Then, the monitor light up, it display the Ubuntu greeter to me. Therefore
my patch is useful, at least for the Linux drm driver tester and developer.
It allow programmers to test the specific part of a specific driver without
changing a line of the source code and without the need of sudo authority.

It improves the efficiency of the testing and patch verification. I know
the PrimaryGPU option of Xorg conf, but this approach will remember the
setup have been made, you need modify it with root authority each time
you want to switch the primary. But on the process of rapid developing
and/or testing for multiple video drivers, with only one computer hardware
resource available. What we really want is a one-shot command, as provided
by this series.  So, this is the first use case.

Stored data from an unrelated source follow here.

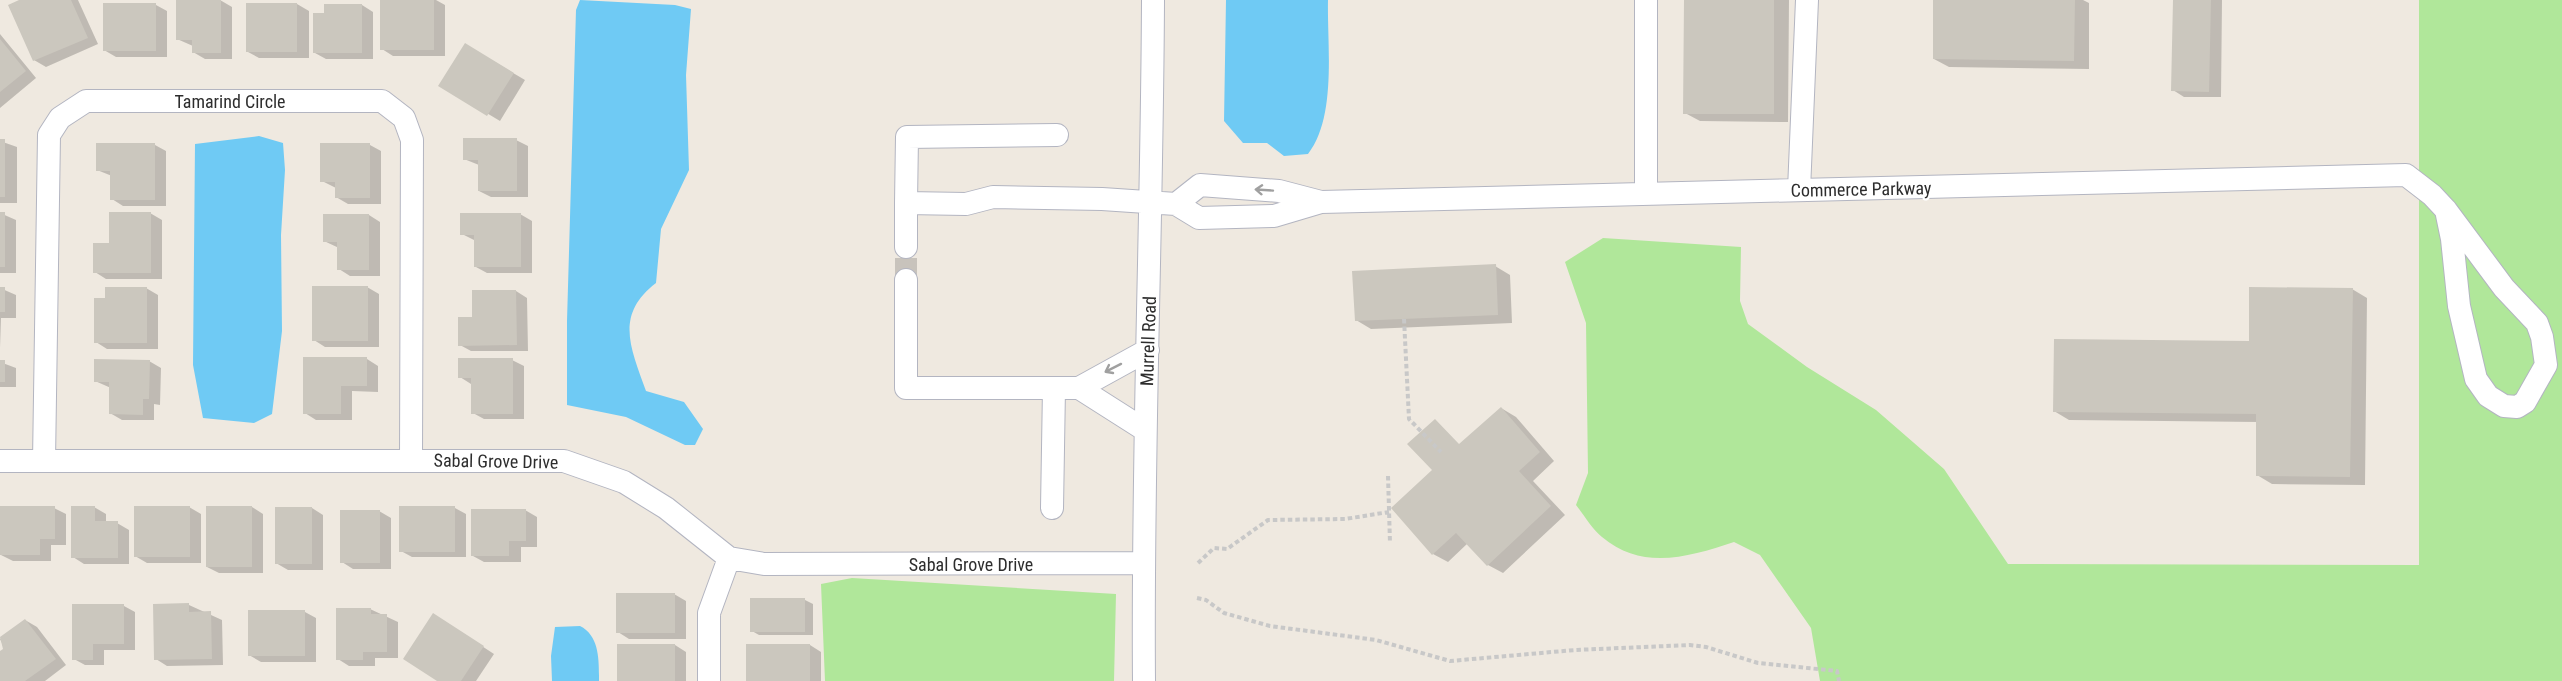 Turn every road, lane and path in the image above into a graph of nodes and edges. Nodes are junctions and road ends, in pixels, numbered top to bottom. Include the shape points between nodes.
1 (1153, 0) edge
2 (1646, 0) edge
3 (1807, 0) edge
4 (1057, 135) dead end
5 (1799, 190) junction
6 (1646, 194) junction
7 (1152, 202) junction
8 (1321, 202) junction
9 (906, 203) junction
10 (1176, 204) junction
11 (2446, 210) junction
12 (906, 247) tunnel mouth
13 (906, 280) tunnel mouth
14 (1404, 319) dead end
15 (1148, 350) junction
16 (1054, 388) junction
17 (1079, 388) junction
18 (1145, 430) junction
19 (1440, 452) dead end
20 (411, 459) junction
21 (0, 461) edge
22 (44, 461) junction
23 (1388, 476) dead end
24 (1052, 508) dead end
25 (1389, 512) junction
26 (1390, 543) dead end
27 (729, 558) junction
28 (1143, 563) junction
29 (1198, 563) dead end
30 (1197, 598) dead end
31 (709, 681) edge
32 (1144, 681) edge
33 (1839, 681) edge

1 - 7 street, Murrell Road
2 - 6 street
3 - 5 street
4 - 9 street via 907,137
5 - 6 street, Commerce Parkway
5 - 11 street, Commerce Parkway via 2406,175
6 - 8 street, Commerce Parkway
7 - 9 street, Commerce Parkway via 993,197 966,204
7 - 10 street, Commerce Parkway
7 - 15 street, Murrell Road
8 - 10 street, Commerce Parkway via 1274,216 1199,218
8 -> 10 street, Commerce Parkway via 1279,191 1200,185
9 - 12 street
11 - 11 street via 2504,288 2536,323 2542,337 2546,365 2543,375 2525,402 2517,406 2504,406 2488,396 2476,379 2459,306
13 - 16 street via 906,388
14 - 19 path via 1409,419
15 -> 17 street
15 - 18 street, Murrell Road
16 - 17 street
16 - 24 street
17 - 18 street
18 - 28 street, Murrell Road
20 - 22 street, Sabal Grove Drive
20 - 22 street, Tamarind Circle via 412,140 404,118 382,101 86,101 60,118 49,135
20 - 27 street, Sabal Grove Drive via 564,461 624,482 666,508
21 - 22 street, Sabal Grove Drive
23 - 25 path
25 - 26 path
25 - 29 path via 1345,519 1268,520 1227,549 1214,548
27 - 28 street, Sabal Grove Drive via 764,564
27 - 31 street via 709,613
28 - 32 street, Murrell Road
30 - 33 path via 1224,613 1270,626 1376,640 1450,661 1690,645 1758,663 1837,671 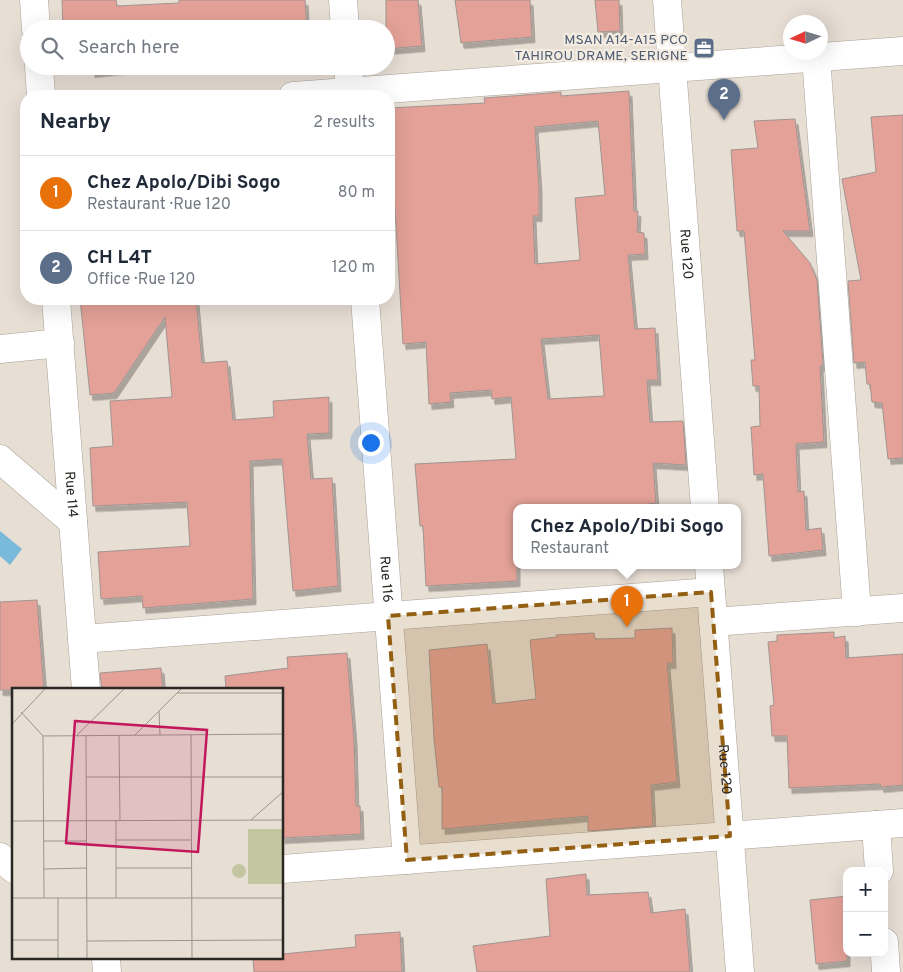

The second use case is that sometime the firmware is not reliable.
While there are thousands of ARM64, PowerPC and Mips servers machine,
Most of them don't have a good UEFI firmware support. I haven't test the
drm/amdgpu and drm/radeon at my ARM64 server yet. Because this ARM64
server always use the platform(BMC) integrated display controller as primary.
The UEFI firmware of it does not provide options menu to tune.
So, for the first time, the discrete card because useless, despite more powerful.
I will take time to carry on the testing, so I will be able to tell more
in the future.


Even on X86, when select the PEG as primary on the UEFI BIOS menu.
There is no way to tell the bios which one of my three
discrete video be the primary. Not to mention some old UEFI
firmware, which doesn't provide a setting at all.
While the benefit of my approach is the flexibility.
Yes the i915, amdgpu and radeon are good quality,
but there may have programmers want to try nouveau.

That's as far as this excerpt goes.